"To compensate a little for the treachery and weakness of my memory, so extreme that it has happened to me more than once to pick up again, as recent and unknown to me, books which I had read carefully a few years before . . . I have adopted the habit for some time now of adding at the end of each book . . . the time I finished reading it and the judgment I have derived of it as a whole, so that this may represent to me at least the sense and general idea I had conceived of the author in reading it." (Montaigne, Book II, Essay 10 (publ. 1580))

Wednesday, May 18, 2016

Wildflower - An Extraordinary Life and Untimely Death in Africa (Mark Seal, 2009)

Book club selection (via Emily; session held May 15, 2016).

The main story line revolved around a star-crossed, I'd say, couple - both living in Africa and connected to the Kenyan community.  Married in 1961.  Alan Root as the outgoing, charismatic, innovative nature film maker; Joan Root as his do-everything self-effacing back-up.  The author never tires of describing how talented and beautiful she was.  The couple buy a house on Lake Naivasha - which we learn is very scenic - and later under threat from development and poaching.  Successful film-making continues.  Then Alan meets Jennie, and the relationship part - which always seemed frayed - broke.

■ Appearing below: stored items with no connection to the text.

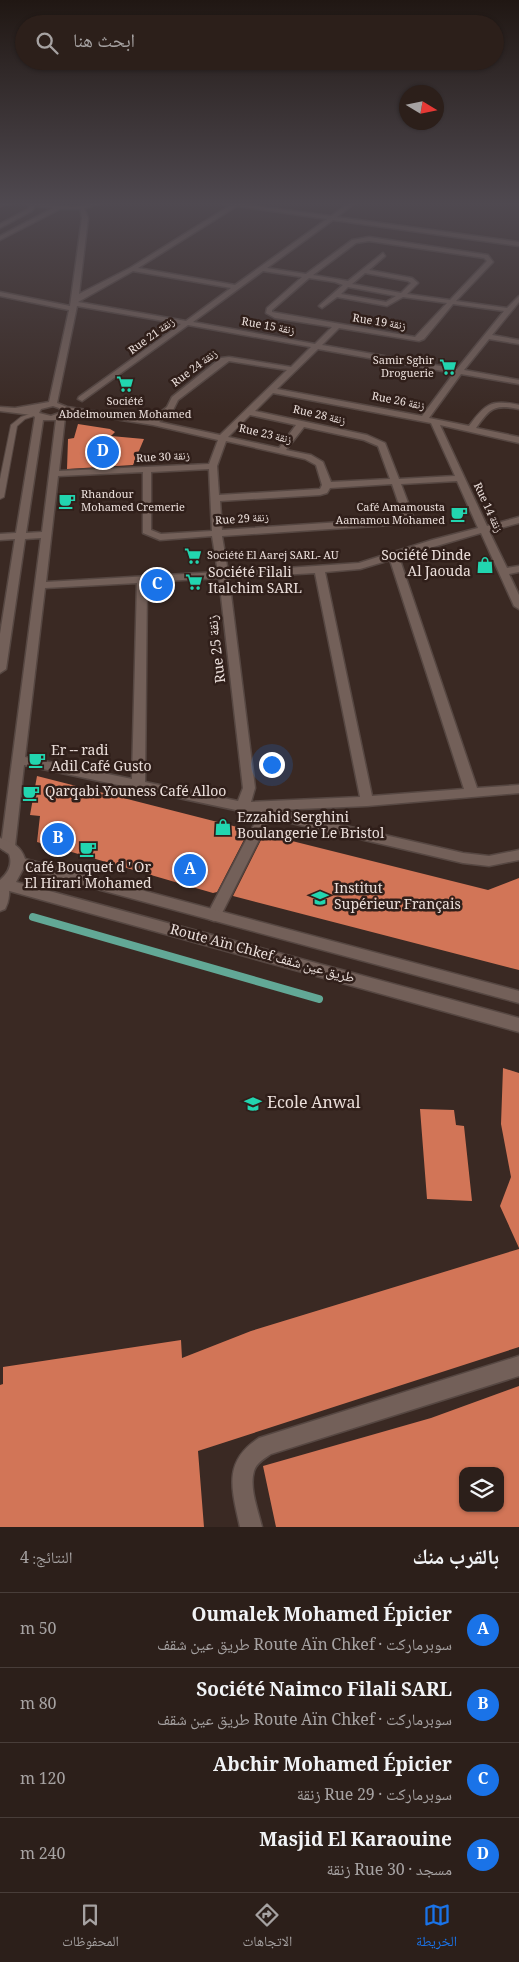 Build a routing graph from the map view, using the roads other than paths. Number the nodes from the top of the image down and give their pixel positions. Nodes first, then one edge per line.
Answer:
1 (77, 273) edge
2 (125, 273) edge
3 (157, 273) edge
4 (255, 273) edge
5 (289, 273) edge
6 (311, 273) edge
7 (360, 273) edge
8 (376, 273) edge
9 (480, 273) edge
10 (307, 276) junction
11 (349, 283) junction
12 (237, 287) junction
13 (405, 293) junction
14 (0, 294) edge
15 (337, 294) junction
16 (453, 300) junction
17 (73, 304) junction
18 (515, 304) edge
19 (322, 306) dead end
20 (188, 324) junction
21 (336, 327) junction
22 (487, 336) junction
23 (519, 342) edge
24 (315, 346) junction
25 (292, 369) junction
26 (458, 372) junction
27 (519, 382) edge
28 (272, 390) junction
29 (53, 404) junction
30 (519, 407) edge
31 (0, 409) edge
32 (64, 410) junction
33 (249, 412) junction
34 (37, 413) junction
35 (429, 420) junction
36 (154, 423) junction
37 (302, 423) junction
38 (471, 429) junction
39 (223, 437) junction
40 (516, 439) edge
41 (519, 449) edge
42 (281, 451) junction
43 (212, 466) junction
44 (147, 470) junction
45 (54, 474) junction
46 (460, 478) junction
47 (394, 482) junction
48 (327, 485) junction
49 (0, 497) edge
50 (216, 498) junction
51 (519, 520) edge
52 (485, 528) junction
53 (47, 535) junction
54 (217, 535) junction
55 (20, 536) junction
56 (0, 538) edge
57 (394, 556) junction
58 (519, 569) edge
59 (319, 570) junction
60 (504, 572) junction
61 (223, 575) junction
62 (142, 580) junction
63 (41, 585) junction
64 (12, 589) junction
65 (0, 590) edge
66 (519, 606) edge
67 (0, 669) edge
68 (19, 760) junction
69 (138, 785) junction
70 (519, 789) edge
71 (472, 793) junction
72 (367, 801) junction
73 (243, 807) junction
74 (266, 814) junction
75 (4, 844) edge
76 (519, 855) edge
77 (19, 862) junction
78 (2, 886) edge
79 (0, 905) edge
80 (214, 915) junction
81 (519, 996) edge
82 (519, 1025) edge
83 (519, 1366) edge
84 (251, 1527) edge

1 - 17 street
2 - 17 street
3 - 12 street
4 - 12 street, Rue 21 زنقة
5 - 10 street
6 - 10 street
7 - 11 street
8 - 13 street
9 - 16 street
10 - 11 street
10 - 21 street, Rue 19 زنقة
11 - 13 street
11 - 15 street
12 - 20 street, Rue 21 زنقة
13 - 15 street, Rue 19 زنقة
13 - 16 street
14 - 17 street, Rue 15 زنقة
15 - 19 street
16 - 18 street
16 - 21 street, Rue 19 زنقة
17 - 20 street, Rue 15 زنقة
17 - 29 street
18 - 22 street
20 - 24 street, Rue 15 زنقة
20 - 32 street, Rue 21 زنقة
21 - 24 street, Rue 25 زنقة
22 - 23 street
22 - 26 street
24 - 25 street, Rue 25 زنقة
24 - 26 street, Rue 15 زنقة
25 - 28 street, Rue 25 زنقة
25 - 36 street, Rue 24 زنقة
26 - 27 street
26 - 35 street
28 - 33 street, Rue 25 زنقة
28 - 35 street, Rue 26 زنقة
29 - 32 street
29 - 34 street
30 - 38 street
31 - 34 street
32 - 34 street
32 - 36 street, Rue 23 زنقة
32 - 45 street
33 - 37 street, Rue 28 زنقة
33 - 39 street, Rue 25 زنقة
34 - 49 lane
34 - 55 street
35 - 38 street, Rue 26 زنقة
35 - 46 street, Rue 14 زنقة
36 - 39 street, Rue 23 زنقة
37 - 42 street
37 - 47 street, Rue 28 زنقة
38 - 40 street, Rue 26 زنقة
39 - 42 street, Rue 23 زنقة
39 - 43 street, Rue 25 زنقة
40 - 41 street
42 - 48 street, Rue 23 زنقة
43 - 44 street, Rue 30 زنقة
43 - 50 street, Rue 25 زنقة
44 - 45 street, Rue 30 زنقة
44 - 54 street, Rue 29 زنقة
45 - 53 street
46 - 47 street
46 - 52 street, Rue 14 زنقة
47 - 48 street
47 - 54 street, Rue 29 زنقة
48 - 50 street
50 - 54 street, Rue 25 زنقة
51 - 52 street
52 - 57 street
52 - 60 street, Rue 14 زنقة
53 - 55 street
53 - 63 street
54 - 61 street, Rue 25 زنقة
55 - 56 street
55 - 64 street
57 - 59 street
57 - 71 street
58 - 60 street
59 - 61 street
59 - 72 street
60 - 66 street, Rue 14 زنقة
61 - 62 street
61 - 73 street, Rue 25 زنقة
62 - 63 street
62 - 69 street
63 - 68 street
64 - 65 street
64 - 67 street
68 - 69 street
68 - 75 street
69 - 73 street
70 - 71 street
71 - 72 street
72 - 73 street
73 - 74 street
74 - 76 street
74 - 80 street
75 - 77 street
77 - 78 street
77 - 80 street, Route Aïn Chkef طريق عين شقف
78 - 79 street
78 - 82 street, Route Aïn Chkef طريق عين شقف
80 - 81 street, Route Aïn Chkef طريق عين شقف
83 - 84 street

The Roots were pioneers - maybe too strong of a word, but not much if it is - in nature films.  Interesting to read how they went about it; major success on BBC; they somewhat created the genre that we now take for granted.  Alan the creative force.  They met up - and in some cases advised/mentored - folks that became household names - Leakey family members, Diane Fossey, Joy Adamson.  British royalty.

As the years go by things change drastically in Africa - population pressure; rose-growers crowd the lake; huge market for poachers (China?); Joan, perhaps needing a cause post-Alan, gets heavily involved in her view of conserving the lake area.  Some iffy fellow named Chege is her lead enforcer.  As the book title conveys, she ends up getting offed - no clear reason - though she wasn't particularly young anymore.




Friday, May 06, 2016

Agents of Empire - Knights, Corsairs, Jesuits and Spies in the 16th-Century Mediterranean World (Noel Malcolm, 2015)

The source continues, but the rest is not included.